The body of a male Asian elephant was found in a wildlife sanctuary in northeastern Cambodia on Sunday / © Cambodian Ministry of Environment/AFP
An elephant has been found dead with its tusks and tail sliced off in a wildlife sanctuary in Cambodia, where wild elephant numbers have dwindled to just a few hundred due to poaching and deforestation.
The Southeast Asian nation has emerged in recent years as a key transit hub for the multi-billion dollar illicit wildlife trade, with demand for products made from tusks, pangolin scales and rhino horns high in China and neighbouring Vietnam.
According to the Mondulkiri Project, an animal rescue NGO, there are about 400 elephants in the wild in Cambodia, and about 50 held in captivity.
The body of the male Asian elephant was found on Sunday in a wildlife sanctuary in northeastern Mondulkiri province, said Environment Ministry spokesman Neth Pheaktra.
"The elephant's tusks were missing and its tail was also cut off," he told AFP on Monday, adding the animal was killed about 10 days ago.

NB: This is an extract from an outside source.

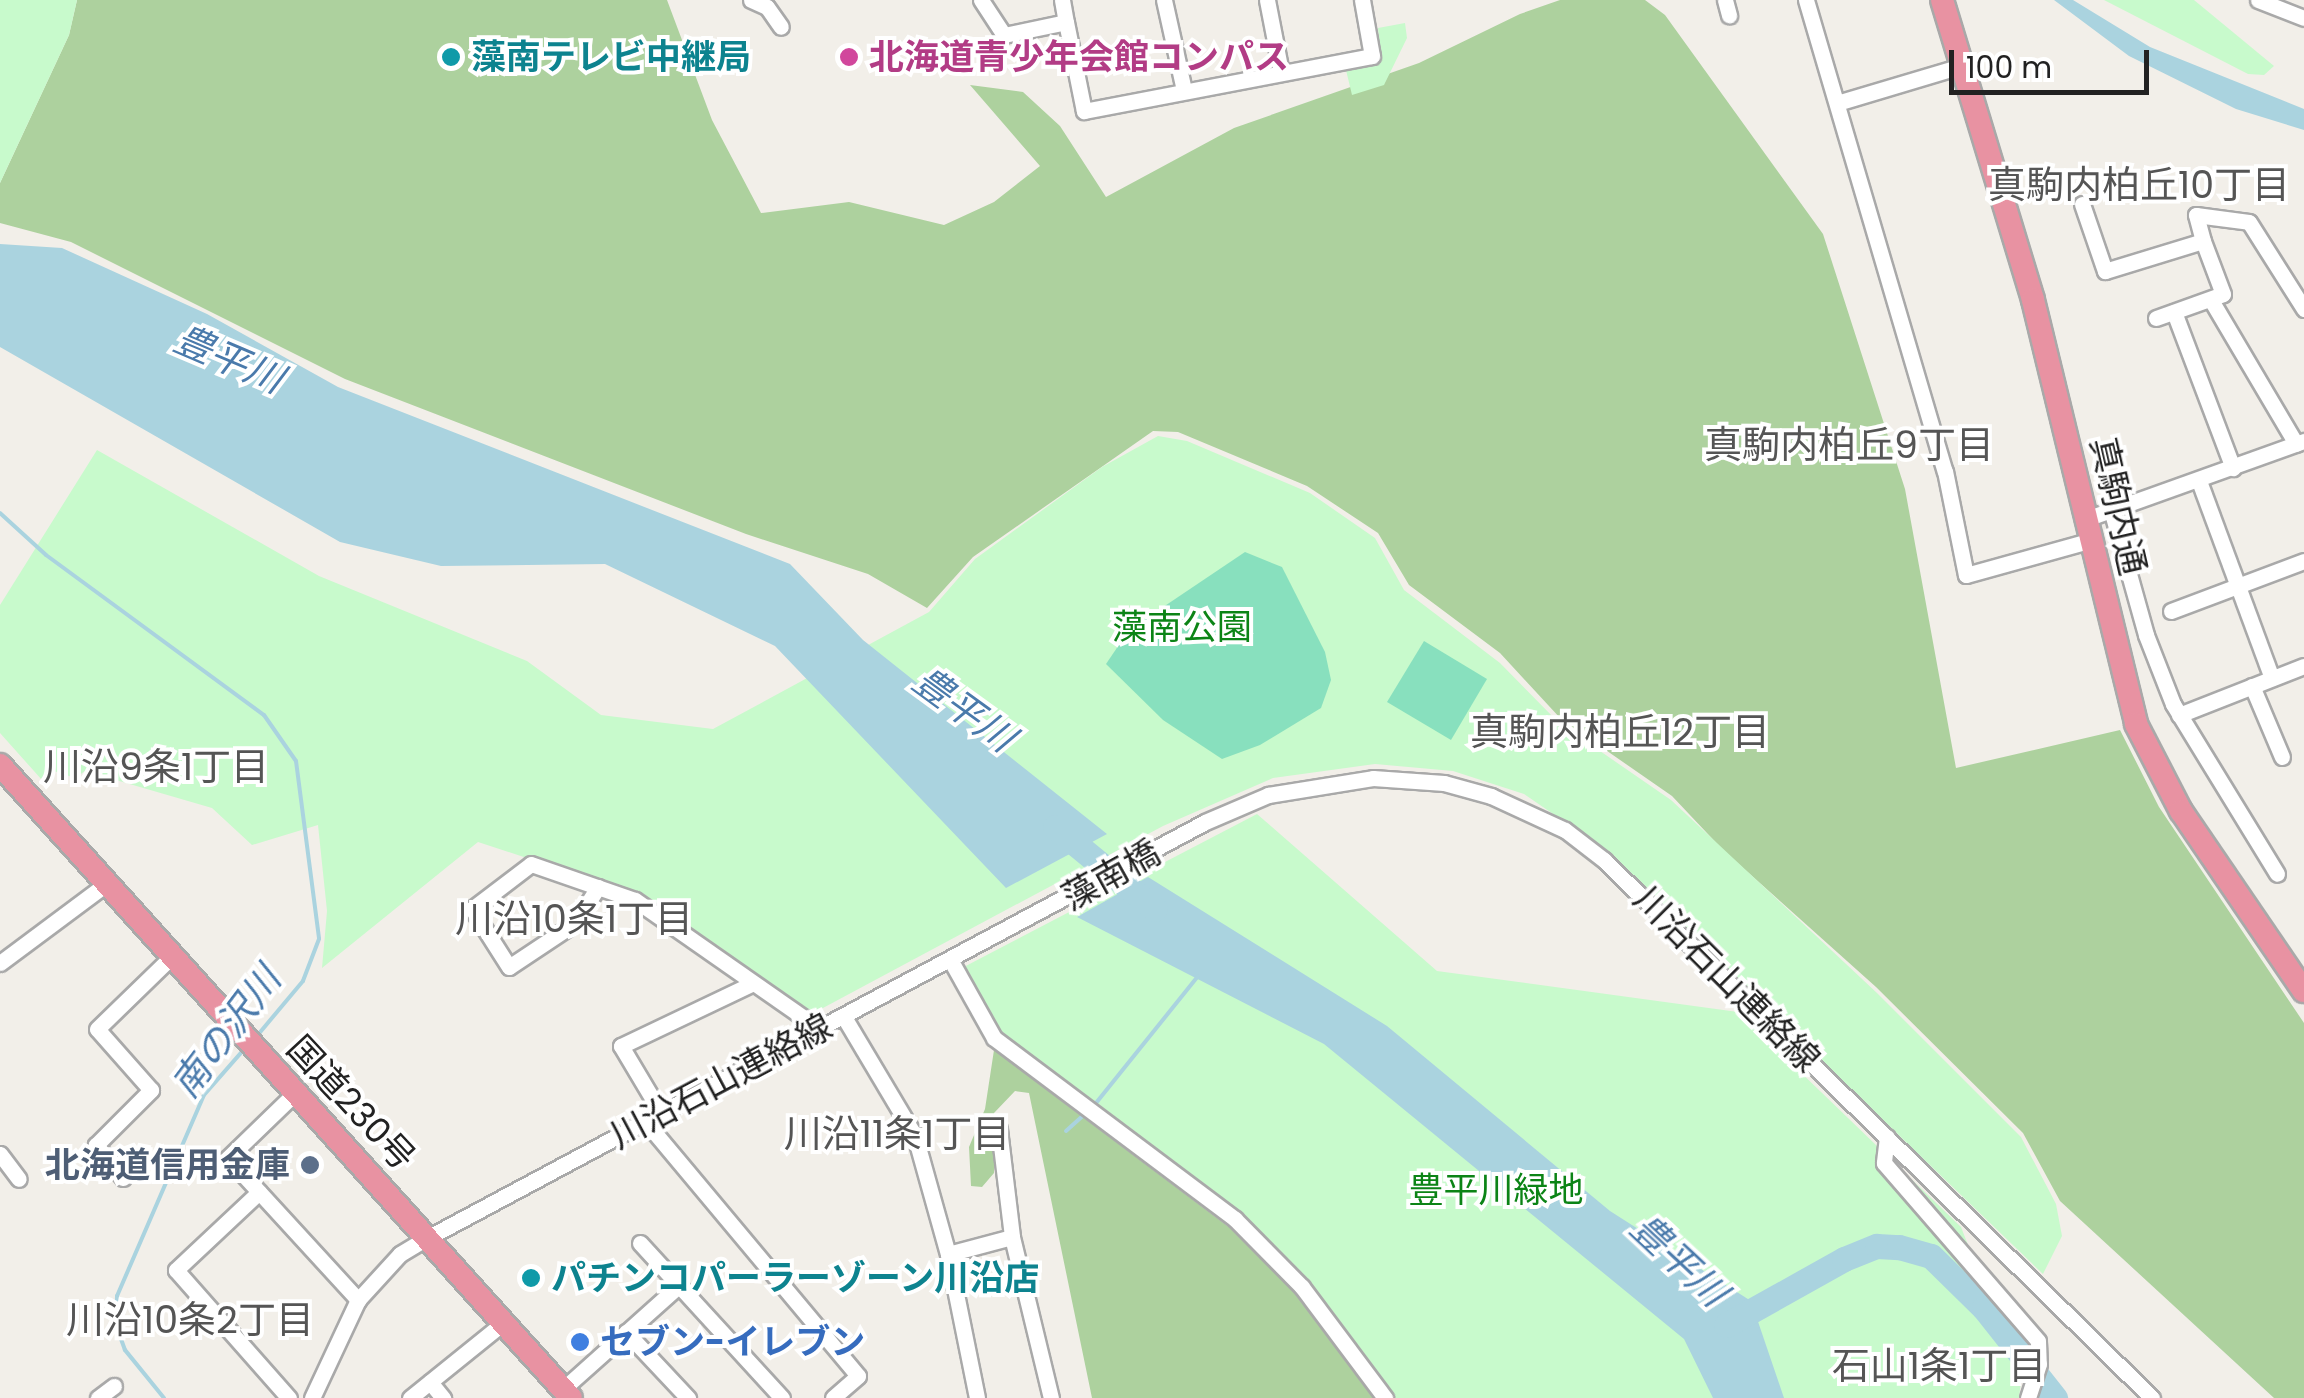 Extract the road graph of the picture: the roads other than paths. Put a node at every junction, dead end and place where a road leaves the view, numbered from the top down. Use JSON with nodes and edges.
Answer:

"There was a wound from a gunshot under its right eye," Neth Pheaktra said, adding authorities are still hunting for the poachers.
A baby elephant was found dead last year in the same sanctuary when it was caught in a trap set by poachers, he said.
The Asian elephant is hunted for its precious tusks, while its tail hair is considered lucky and embedded in rings and bracelets.
The demand for the animal parts threatens Cambodia's dwindling elephant population found in the northeast and southwest forests, where illegal logging and deforestation is reducing their habitat.
Cambodia's high levels of corruption and lax law enforcement make the country an easy transit point for traffickers facing a crackdown in neighbouring Thailand.
In December, Cambodian authorities seized more than one thousand elephant tusks hidden in a storage container sent from Mozambique, the country's largest ever ivory bust.
Another significant haul occurred in 2016 when authorities discovered nearly a tonne of ivory hidden in hollowed-out logs inside an abandoned container -- also owned by a company based in Mozambique.